**Problem**
Make an exact copy of the lines from the top of the entries below through the line with "thumb cmc: (154, 200)". Leave all pictures out.

**Materials provided**
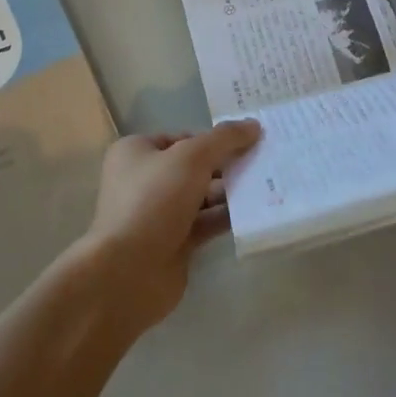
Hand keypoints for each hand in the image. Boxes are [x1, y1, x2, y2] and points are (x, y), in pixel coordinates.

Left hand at [81, 120, 262, 328]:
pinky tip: (254, 211)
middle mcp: (144, 180)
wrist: (129, 271)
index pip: (183, 138)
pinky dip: (226, 217)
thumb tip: (254, 125)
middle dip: (227, 165)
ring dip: (231, 192)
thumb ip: (224, 139)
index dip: (214, 139)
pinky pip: (205, 223)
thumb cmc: (154, 200)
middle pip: (194, 167)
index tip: (249, 142)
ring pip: (202, 196)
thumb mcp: (192, 157)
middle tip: (264, 162)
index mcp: (137, 152)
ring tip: (267, 185)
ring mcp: (159, 214)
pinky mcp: (173, 243)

**Exercise solution**
Hand keypoints for each hand in the image. Boxes are [x1, y1, x2, y2] and points are (x, y), in pixel coordinates.

Left hand at [81, 120, 262, 328]:
pinky tip: (254, 211)
middle mcp: (144, 180)
wrist: (129, 271)
index pip: (183, 138)
pinky dip: (226, 217)
thumb tip: (254, 125)
middle dip: (227, 165)
ring dip: (231, 192)
thumb ip: (224, 139)
index dip: (214, 139)
pinky pip: (205, 223)
thumb cmc: (154, 200)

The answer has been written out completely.